Another anti-RH ordinance
One can easily remember the fate of the Ayala Alabang barangay ordinance prohibiting the sale of contraceptives which a sweeping multitude of oppositors rallied against and consequently led the city council to shoot it down for being unconstitutional.
Seven Sangguniang Barangays in Balanga City, in the province of Bataan, recently passed similar torturous barangay ordinances. The barangays are Cupang Proper, Cupang West, Puerto Rivas Ibaba, Puerto Rivas Itaas, Puerto Rivas Lote, Tortugas, and Tanato.

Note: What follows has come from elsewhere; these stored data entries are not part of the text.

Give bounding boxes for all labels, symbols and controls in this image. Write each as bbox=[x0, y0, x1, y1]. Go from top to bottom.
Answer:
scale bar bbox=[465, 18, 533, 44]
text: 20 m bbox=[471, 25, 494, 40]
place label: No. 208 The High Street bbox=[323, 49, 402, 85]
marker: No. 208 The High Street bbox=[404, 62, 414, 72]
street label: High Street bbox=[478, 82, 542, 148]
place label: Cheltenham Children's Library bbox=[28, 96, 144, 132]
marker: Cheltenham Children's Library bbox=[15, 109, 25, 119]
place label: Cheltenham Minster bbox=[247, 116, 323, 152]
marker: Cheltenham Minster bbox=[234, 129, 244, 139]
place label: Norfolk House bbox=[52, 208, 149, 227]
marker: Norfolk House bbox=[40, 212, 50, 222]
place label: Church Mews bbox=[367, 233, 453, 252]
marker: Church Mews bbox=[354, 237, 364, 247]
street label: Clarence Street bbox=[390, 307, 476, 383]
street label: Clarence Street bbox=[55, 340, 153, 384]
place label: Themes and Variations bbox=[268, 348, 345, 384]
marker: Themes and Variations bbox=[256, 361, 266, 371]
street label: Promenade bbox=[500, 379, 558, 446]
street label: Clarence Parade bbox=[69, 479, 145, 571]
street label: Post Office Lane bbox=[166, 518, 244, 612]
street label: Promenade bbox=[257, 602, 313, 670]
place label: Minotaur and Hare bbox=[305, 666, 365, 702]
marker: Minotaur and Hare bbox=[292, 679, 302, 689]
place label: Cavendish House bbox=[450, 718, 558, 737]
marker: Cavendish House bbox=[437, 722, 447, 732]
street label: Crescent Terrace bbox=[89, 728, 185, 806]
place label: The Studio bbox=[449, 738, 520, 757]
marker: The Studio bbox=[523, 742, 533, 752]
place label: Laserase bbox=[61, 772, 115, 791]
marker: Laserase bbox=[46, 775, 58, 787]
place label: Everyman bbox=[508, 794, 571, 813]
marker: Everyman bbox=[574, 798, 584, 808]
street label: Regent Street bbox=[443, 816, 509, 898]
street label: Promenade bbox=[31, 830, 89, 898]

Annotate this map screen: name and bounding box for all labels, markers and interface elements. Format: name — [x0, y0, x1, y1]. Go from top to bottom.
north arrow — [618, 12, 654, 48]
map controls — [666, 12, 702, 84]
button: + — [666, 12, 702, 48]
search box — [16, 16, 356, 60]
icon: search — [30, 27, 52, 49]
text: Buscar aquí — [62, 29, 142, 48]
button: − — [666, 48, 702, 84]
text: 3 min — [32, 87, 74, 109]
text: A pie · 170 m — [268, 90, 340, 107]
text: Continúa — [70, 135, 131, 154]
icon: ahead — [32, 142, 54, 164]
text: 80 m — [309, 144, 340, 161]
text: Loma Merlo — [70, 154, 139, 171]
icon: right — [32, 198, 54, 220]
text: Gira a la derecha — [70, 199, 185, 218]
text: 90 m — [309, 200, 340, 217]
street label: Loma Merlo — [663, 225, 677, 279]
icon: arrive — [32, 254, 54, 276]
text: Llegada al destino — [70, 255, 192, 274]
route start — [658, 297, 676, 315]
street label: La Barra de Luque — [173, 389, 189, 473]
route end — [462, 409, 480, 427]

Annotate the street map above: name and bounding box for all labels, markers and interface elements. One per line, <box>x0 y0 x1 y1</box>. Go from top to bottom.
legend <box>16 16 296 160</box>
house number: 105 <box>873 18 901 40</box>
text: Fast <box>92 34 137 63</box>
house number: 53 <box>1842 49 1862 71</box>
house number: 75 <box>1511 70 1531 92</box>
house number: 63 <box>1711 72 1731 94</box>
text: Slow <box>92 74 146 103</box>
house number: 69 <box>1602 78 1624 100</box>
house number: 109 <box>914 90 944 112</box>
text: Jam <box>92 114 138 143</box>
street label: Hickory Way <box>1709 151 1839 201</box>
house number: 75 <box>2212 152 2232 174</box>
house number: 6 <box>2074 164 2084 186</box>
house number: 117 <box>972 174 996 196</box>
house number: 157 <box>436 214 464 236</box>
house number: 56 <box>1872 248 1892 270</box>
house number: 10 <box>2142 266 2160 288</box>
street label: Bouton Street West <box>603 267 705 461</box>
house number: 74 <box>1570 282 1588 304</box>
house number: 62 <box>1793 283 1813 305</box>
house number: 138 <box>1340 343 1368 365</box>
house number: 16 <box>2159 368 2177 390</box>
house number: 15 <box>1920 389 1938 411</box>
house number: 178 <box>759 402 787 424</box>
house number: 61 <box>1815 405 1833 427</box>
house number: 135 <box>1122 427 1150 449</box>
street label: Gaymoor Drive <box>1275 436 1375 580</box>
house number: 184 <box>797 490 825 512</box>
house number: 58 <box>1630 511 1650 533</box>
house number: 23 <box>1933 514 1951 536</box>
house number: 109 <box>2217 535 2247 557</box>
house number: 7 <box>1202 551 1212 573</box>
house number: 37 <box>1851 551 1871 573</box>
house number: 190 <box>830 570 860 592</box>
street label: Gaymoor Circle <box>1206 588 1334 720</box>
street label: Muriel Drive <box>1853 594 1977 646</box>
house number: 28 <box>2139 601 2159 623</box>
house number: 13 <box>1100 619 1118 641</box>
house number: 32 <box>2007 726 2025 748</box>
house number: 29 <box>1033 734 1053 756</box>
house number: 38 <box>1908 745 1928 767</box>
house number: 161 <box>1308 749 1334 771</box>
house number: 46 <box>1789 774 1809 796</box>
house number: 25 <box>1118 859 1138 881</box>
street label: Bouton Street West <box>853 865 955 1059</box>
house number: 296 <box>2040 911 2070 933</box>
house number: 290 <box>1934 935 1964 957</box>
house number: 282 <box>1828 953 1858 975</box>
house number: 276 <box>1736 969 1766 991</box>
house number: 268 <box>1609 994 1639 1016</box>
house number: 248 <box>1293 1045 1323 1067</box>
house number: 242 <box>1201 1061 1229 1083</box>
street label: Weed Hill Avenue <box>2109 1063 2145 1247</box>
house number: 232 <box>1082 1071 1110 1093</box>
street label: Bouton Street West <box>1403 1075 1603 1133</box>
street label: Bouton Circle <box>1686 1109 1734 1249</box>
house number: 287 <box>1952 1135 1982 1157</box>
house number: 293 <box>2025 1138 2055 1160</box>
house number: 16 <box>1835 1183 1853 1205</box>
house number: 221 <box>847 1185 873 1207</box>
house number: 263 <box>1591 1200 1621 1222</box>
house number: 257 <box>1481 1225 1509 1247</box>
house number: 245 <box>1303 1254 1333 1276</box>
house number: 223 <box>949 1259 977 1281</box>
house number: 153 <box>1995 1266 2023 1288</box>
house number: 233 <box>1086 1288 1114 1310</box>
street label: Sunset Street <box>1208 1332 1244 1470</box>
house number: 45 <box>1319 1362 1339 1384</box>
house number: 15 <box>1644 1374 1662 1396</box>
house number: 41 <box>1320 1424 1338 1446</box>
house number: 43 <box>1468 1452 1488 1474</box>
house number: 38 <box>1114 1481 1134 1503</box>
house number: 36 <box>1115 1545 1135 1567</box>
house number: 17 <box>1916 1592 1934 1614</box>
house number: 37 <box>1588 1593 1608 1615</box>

The ordinances penalize the sale, promotion, advertisement and prescription of modern contraceptives including hormonal contraceptives and intrauterine devices (IUDs), prohibit the use of barangay funds for the purchase or provision of such contraceptives, prohibit barangay officials from soliciting, accepting or dispensing such contraceptives, and declaring as void business permits of barangay enterprises for violating the ordinances’ provisions. They penalize the conduct of sex education to minor students without the written permission of parents, and solely promote the so-called natural family planning method (NFP). Reports say that residents of Barangay Catangi drafted an identical ordinance but decided to withhold its signing upon learning of the planned legal action against the ordinances.
Legal experts Dean Pacifico Agabin and Prof. Alfredo Tadiar and legal organizations such as the National Union of Peoples’ Lawyers and EnGender Rights filed their position papers with the Sangguniang Panglunsod of Balanga, on Sept. 5, challenging the constitutionality of the ordinances. The same position papers were mailed to the seven Sangguniang Barangays urging them to junk said ordinances for being unconstitutional.
In his letter to the Sangguniang Panglunsod of Balanga, former dean of the UP College of Law, Atty. Pacifico A. Agabin, said that the Barangay Tortugas ordinance is constitutionally infirm on four fundamental grounds: they violate freedom of expression guaranteed by the free speech clause of the Constitution; violate the right to privacy included in the concept of “liberty” under the Due Process Clause; violate the right of the people to be secure in their “persons” and the right of privacy of communication, and, that Section 6, No. 5 “are beyond the competence of the barangay to enact, as the matter of discipline is already governed by existing national laws.”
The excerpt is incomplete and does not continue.